12. INTERNAL FINANCIAL CONTROL

The Company has in place internal financial control systems commensurate with the size, nature and complexity of
its operations ensuring proper recording of financials and monitoring of operational effectiveness and efficient conduct
of its business including adherence to the Company's Policies, safeguarding of its assets, prevention and detection of
frauds and errors, accuracy and completeness of accounting records and compliance of various applicable regulatory
and statutory requirements.

The Internal Auditor monitors and evaluates the efficiency and adequacy of Internal Control System. Based on
their report, corrective actions are undertaken by the concerned departments and thereby strengthen the Controls.
Significant audit observations corrective measures and actions thereon are presented to the Audit Committee of the
Board.

During the year such controls were tested and no reportable material weaknesses were observed.

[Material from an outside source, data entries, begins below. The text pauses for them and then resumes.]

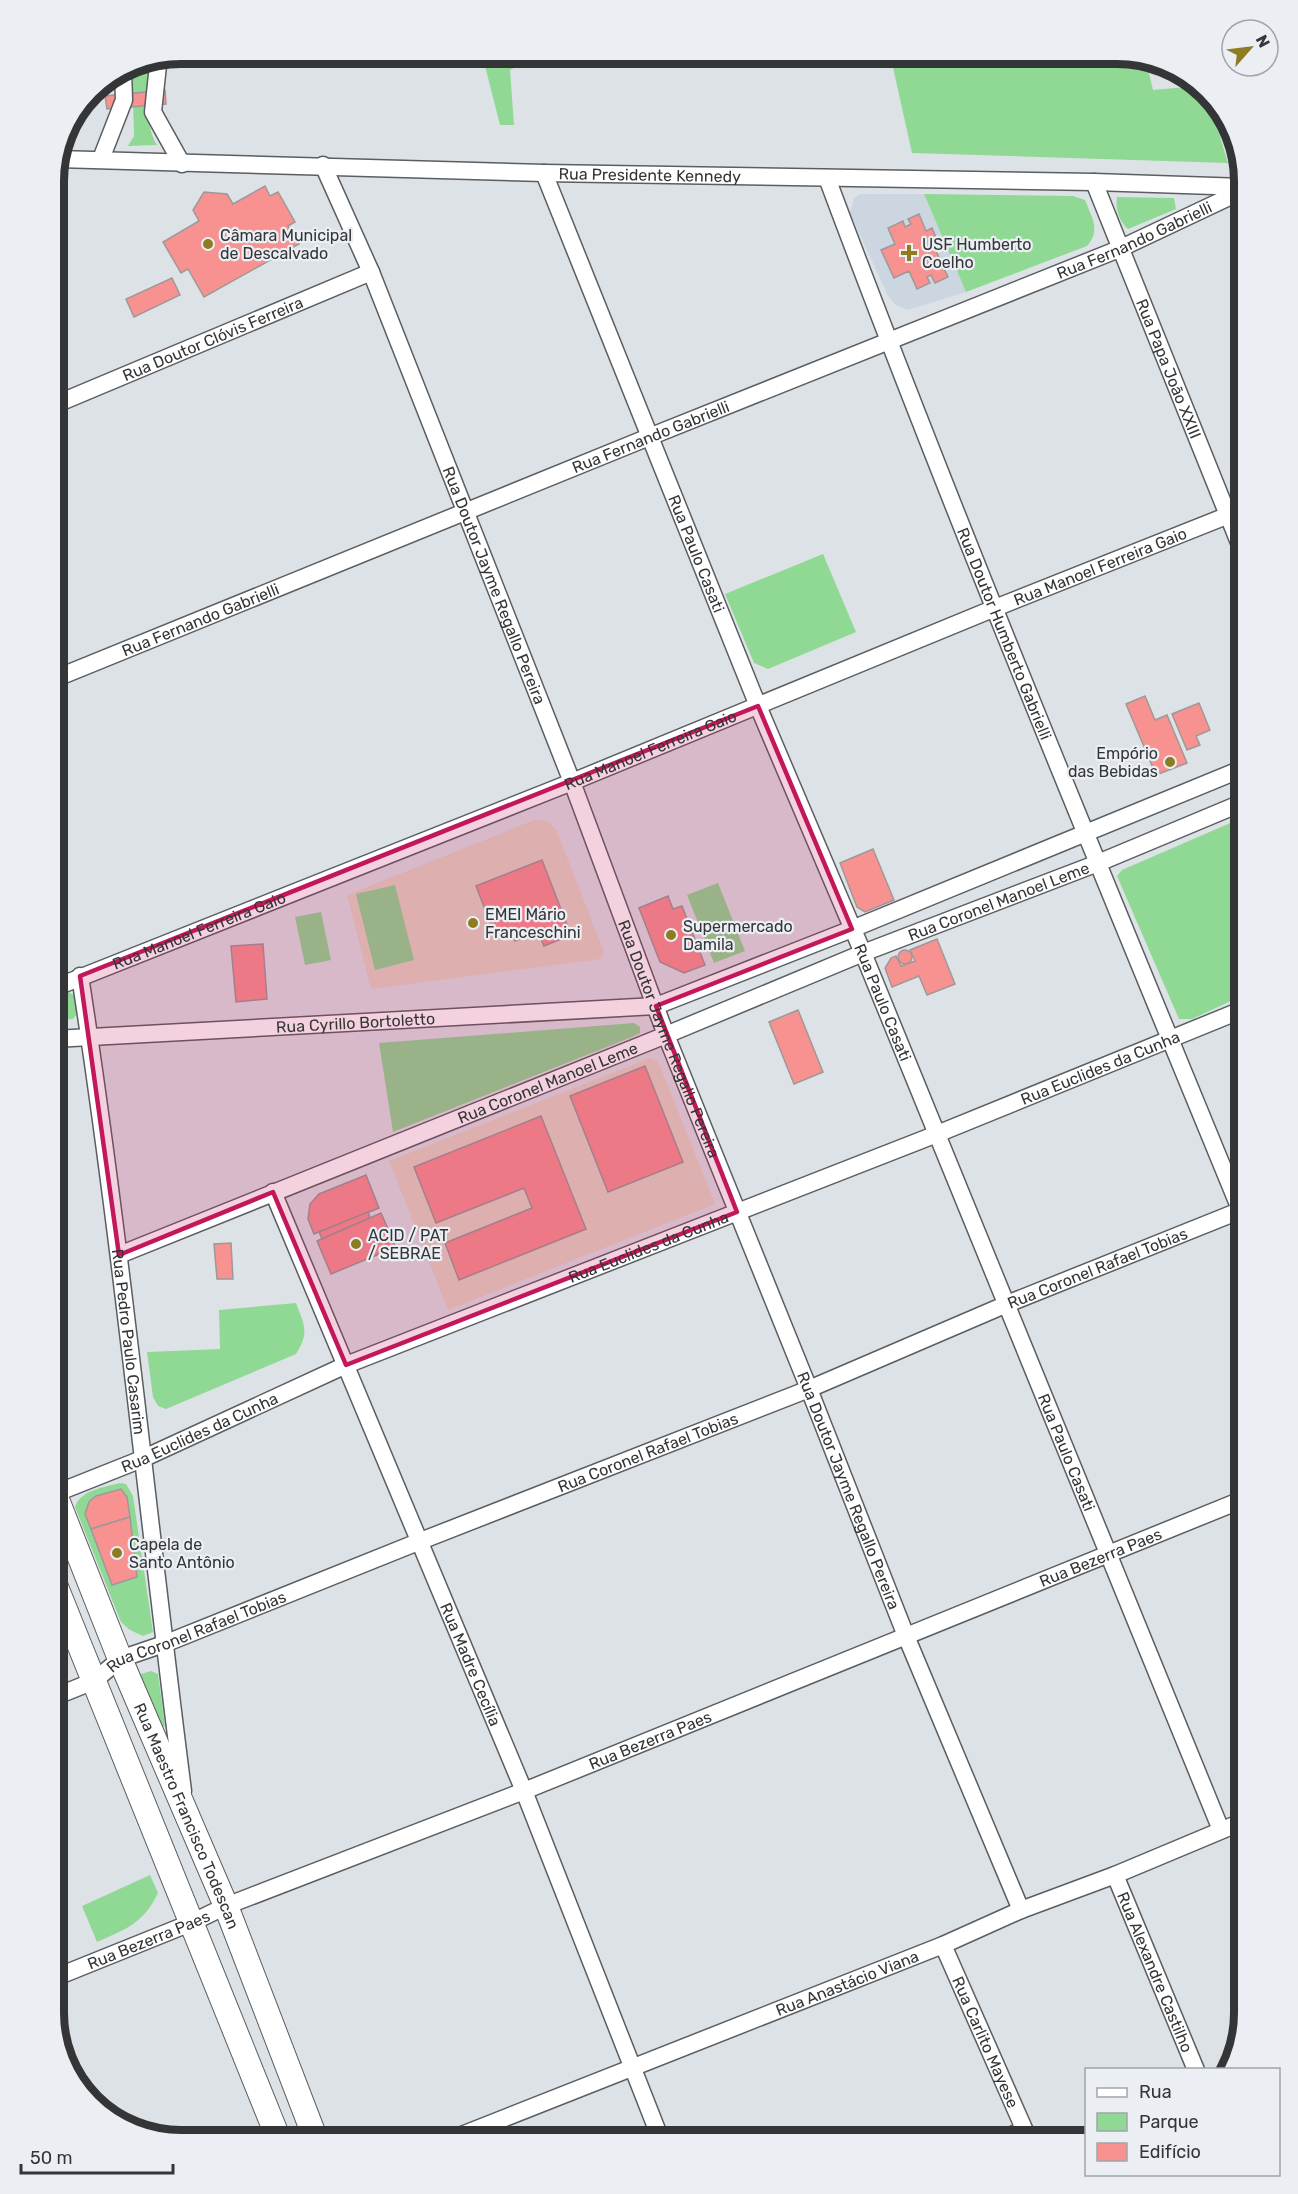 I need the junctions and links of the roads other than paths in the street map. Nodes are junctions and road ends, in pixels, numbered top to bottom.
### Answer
1 (159, 67) edge
2 (123, 80) edge
3 (67, 159) edge
4 (101, 159) junction
5 (182, 164) junction
6 (323, 165) junction
7 (544, 173) junction
8 (827, 177) junction
9 (1094, 182) junction
10 (1234, 188) edge
11 (1234, 193) edge
12 (1119, 249) junction
13 (371, 272) junction
14 (888, 341) junction
15 (65, 400) edge
16 (649, 437) junction
17 (1234, 508) edge
18 (466, 512) junction
19 (1234, 513) edge
20 (995, 608) junction
21 (65, 675) edge
22 (758, 706) junction
23 (1234, 772) edge
24 (572, 782) junction
25 (1234, 806) edge
26 (1085, 834) junction
27 (1098, 863) junction
28 (852, 929) junction
29 (863, 953) junction
30 (80, 976) junction
31 (65, 983) edge
32 (656, 1006) junction
33 (1234, 1012) edge
34 (666, 1035) junction
35 (90, 1037) junction
36 (65, 1039) edge
37 (1171, 1039) junction
38 (937, 1134) junction
39 (1234, 1191) edge
40 (273, 1192) junction
41 (737, 1212) junction
42 (1234, 1216) edge
43 (118, 1255) junction
44 (1007, 1304) junction
45 (346, 1365) junction
46 (809, 1389) junction
47 (142, 1460) junction
48 (64, 1489) edge
49 (1234, 1503) edge
50 (64, 1519) edge
51 (418, 1542) junction
52 (1109, 1553) junction
53 (64, 1607) edge
54 (906, 1636) junction
55 (164, 1644) junction
56 (120, 1659) junction
57 (94, 1681) junction
58 (64, 1693) edge
59 (524, 1791) junction
60 (186, 1813) junction
61 (1234, 1825) edge
62 (1221, 1830) junction
63 (1115, 1875) junction
64 (226, 1906) junction
65 (1021, 1910) junction
66 (193, 1922) junction
67 (943, 1945) junction
68 (64, 1974) edge
69 (632, 2067) junction
70 (1195, 2068) edge
71 (275, 2129) edge
72 (312, 2129) edge
73 (476, 2129) edge
74 (657, 2130) edge
75 (1024, 2130) edge

1 - 5 street
2 - 4 street
3 - 4 street, Rua Presidente Kennedy
4 - 5 street, Rua Presidente Kennedy
5 - 6 street, Rua Presidente Kennedy
6 - 7 street, Rua Presidente Kennedy
6 - 13 street, Rua Doutor Jayme Regallo Pereira
7 - 8 street, Rua Presidente Kennedy
7 - 16 street, Rua Paulo Casati
8 - 9 street, Rua Presidente Kennedy
8 - 14 street, Rua Doutor Humberto Gabrielli
9 - 10 street, Rua Presidente Kennedy
9 - 12 street, Rua Papa João XXIII
11 - 12 street, Rua Fernando Gabrielli
12 - 14 street, Rua Fernando Gabrielli
12 - 17 street, Rua Papa João XXIII
13 - 15 street, Rua Doutor Clóvis Ferreira
13 - 18 street, Rua Doutor Jayme Regallo Pereira
14 - 16 street, Rua Fernando Gabrielli
14 - 20 street, Rua Doutor Humberto Gabrielli
16 - 18 street, Rua Fernando Gabrielli
16 - 22 street, Rua Paulo Casati
18 - 21 street, Rua Fernando Gabrielli
18 - 24 street, Rua Doutor Jayme Regallo Pereira
19 - 20 street, Rua Manoel Ferreira Gaio
20 - 22 street, Rua Manoel Ferreira Gaio
20 - 26 street, Rua Doutor Humberto Gabrielli
22 - 24 street, Rua Manoel Ferreira Gaio
22 - 28 street, Rua Paulo Casati
23 - 26 street, Rua Coronel Manoel Leme
24 - 30 street, Rua Manoel Ferreira Gaio
24 - 32 street, Rua Doutor Jayme Regallo Pereira
25 - 27 street, Rua Coronel Manoel Leme
26 - 27 street, Rua Doutor Humberto Gabrielli
26 - 28 street, Rua Coronel Manoel Leme
27 - 29 street, Rua Coronel Manoel Leme
27 - 37 street, Rua Doutor Humberto Gabrielli
28 - 29 street, Rua Paulo Casati
28 - 32 street, Rua Coronel Manoel Leme
29 - 34 street, Rua Coronel Manoel Leme
29 - 38 street, Rua Paulo Casati
30 - 31 street, Rua Manoel Ferreira Gaio
30 - 35 street, Rua Pedro Paulo Casarim
32 - 34 street, Rua Doutor Jayme Regallo Pereira
32 - 35 street, Rua Cyrillo Bortoletto
33 - 37 street, Rua Euclides da Cunha
34 - 40 street, Rua Coronel Manoel Leme
34 - 41 street, Rua Doutor Jayme Regallo Pereira
35 - 36 street, Rua Cyrillo Bortoletto
35 - 43 street, Rua Pedro Paulo Casarim
37 - 38 street, Rua Euclides da Cunha
37 - 39 street, Rua Doutor Humberto Gabrielli
38 - 41 street, Rua Euclides da Cunha
38 - 44 street, Rua Paulo Casati
40 - 43 street, Rua Coronel Manoel Leme
40 - 45 street, Rua Madre Cecília
41 - 45 street, Rua Euclides da Cunha
41 - 46 street, Rua Doutor Jayme Regallo Pereira
42 - 44 street, Rua Coronel Rafael Tobias
43 - 47 street, Rua Pedro Paulo Casarim
44 - 46 street, Rua Coronel Rafael Tobias
44 - 52 street, Rua Paulo Casati
45 - 47 street, Rua Euclides da Cunha
45 - 51 street, Rua Madre Cecília
46 - 51 street, Rua Coronel Rafael Tobias
46 - 54 street, Rua Doutor Jayme Regallo Pereira
47 - 48 street, Rua Euclides da Cunha
47 - 55 street, Rua Pedro Paulo Casarim
49 - 52 street, Rua Bezerra Paes
50 - 56 main road, Rua Maestro Francisco Todescan
51 - 55 street, Rua Coronel Rafael Tobias
51 - 59 street, Rua Madre Cecília
52 - 54 street, Rua Bezerra Paes
52 - 62 street, Rua Paulo Casati
53 - 57 main road, Rua Maestro Francisco Todescan
54 - 59 street, Rua Bezerra Paes
54 - 65 street, Rua Doutor Jayme Regallo Pereira
55 - 56 street, Rua Coronel Rafael Tobias
55 - 60 street, Rua Pedro Paulo Casarim
56 - 57 street, Rua Coronel Rafael Tobias
56 - 60 main road, Rua Maestro Francisco Todescan
57 - 58 street, Rua Coronel Rafael Tobias
57 - 66 main road, Rua Maestro Francisco Todescan
59 - 64 street, Rua Bezerra Paes
59 - 69 street, Rua Madre Cecília
60 - 64 main road, Rua Maestro Francisco Todescan
61 - 62 street, Rua Anastácio Viana
62 - 63 street, Rua Anastácio Viana
63 - 65 street, Rua Anastácio Viana
63 - 70 street, Rua Alexandre Castilho
64 - 66 street, Rua Bezerra Paes
64 - 72 main road, Rua Maestro Francisco Todescan
65 - 67 street, Rua Anastácio Viana
66 - 68 street, Rua Bezerra Paes
66 - 71 main road, Rua Maestro Francisco Todescan
67 - 69 street, Rua Anastácio Viana
67 - 75 street, Rua Carlito Mayese
69 - 73 street, Rua Anastácio Viana
69 - 74 street, Rua Madre Cecília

The Audit Committee comprises the majority of Independent Directors in terms of the applicable provisions of the
Companies Act, 2013 and SEBI (LODR) Regulations, 2015.

13. FIXED DEPOSITS

Your Company has not accepted any deposit from the Public/Members under Section 73 of the Companies Act, 2013,
read with Companies (Acceptance of Deposit) Rules, 2014 during the year under review and there are no deposits
pending with the Company as on the Balance Sheet closure date.

14. SHARE CAPITAL

There has been no change in the Company's Issued, Subscribed and Paid-up Equity Share Capital in between the
end of financial year 31st March, 2025 and 31st March, 2024. On 31st March, 2025, the Equity Share Capital stood at '
3303.30 Lacs, divided in to 33033000 Equity Shares of ' 10 each.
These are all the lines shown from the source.